Master Aidan most certainly did. Master Aidan and those other good, sensible, down-to-earth people who’d saved King Amber. People who tried to understand those they were supposed to lead, who brought them together and got them to concentrate only on their goal.

“All right,” Kevin began.

Nobody noticed.

“I said right!”

As the others turned to him, he added sternly, “Aren’t you ashamed of yourselves? Did you really mean to rob Count Volmar?”

Ha, that made them start. “What do you mean?” Eliathanis asked coldly. “I am not a thief.”

“No? You certainly aren’t earning your keep! You were hired to rescue the Lady Charina—not to fight with each other! But bickering seems to be all you can do!”

“Now, Kevin,” Lydia began, “that’s hardly fair—”
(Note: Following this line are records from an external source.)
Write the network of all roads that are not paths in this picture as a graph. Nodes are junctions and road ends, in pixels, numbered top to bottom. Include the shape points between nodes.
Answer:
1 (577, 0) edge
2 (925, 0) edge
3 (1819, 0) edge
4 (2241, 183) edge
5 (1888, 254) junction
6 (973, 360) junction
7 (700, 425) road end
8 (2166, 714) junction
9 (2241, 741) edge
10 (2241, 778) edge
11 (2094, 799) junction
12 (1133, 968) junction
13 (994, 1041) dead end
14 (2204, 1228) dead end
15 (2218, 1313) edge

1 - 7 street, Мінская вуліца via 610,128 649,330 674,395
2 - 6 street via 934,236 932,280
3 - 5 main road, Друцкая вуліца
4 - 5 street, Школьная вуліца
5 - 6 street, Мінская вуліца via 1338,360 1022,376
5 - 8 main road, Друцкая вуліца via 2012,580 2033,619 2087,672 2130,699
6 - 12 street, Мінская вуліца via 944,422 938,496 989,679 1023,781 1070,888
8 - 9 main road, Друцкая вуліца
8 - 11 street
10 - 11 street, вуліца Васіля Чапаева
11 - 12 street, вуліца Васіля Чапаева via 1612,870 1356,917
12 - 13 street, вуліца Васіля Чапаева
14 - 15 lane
“Let me finish!” He glared at them all. “You, Eliathanis and you, Naitachal: I know there are long hatreds between White and Dark Elves. 1 know those hatreds go back for generations. I don’t expect either one of you to settle such ancient grudges overnight. I don’t even ask you to try! But I don’t think elves of either race had anything to do with the kidnapping and if you really mean to show your peoples’ innocence the way you boasted, you had better stop fighting and show some of that famous elvish self-control! Or is that just a myth to make humans respect you?”

“It’s not,” Naitachal said shortly. “And you do have a point, bardling.”

Tich’ki snickered. “Such a daring boy—”

“And you,” Kevin’s finger stabbed at her with such fervor that she flinched. “You’ve done nothing so far but snipe at everyone else—I don’t care about your background, I don’t care what unhappiness you’re trying to hide —”

“I’m not!” she protested.

“—but I ‘m beginning to wonder if you’re in the pay of the enemy!”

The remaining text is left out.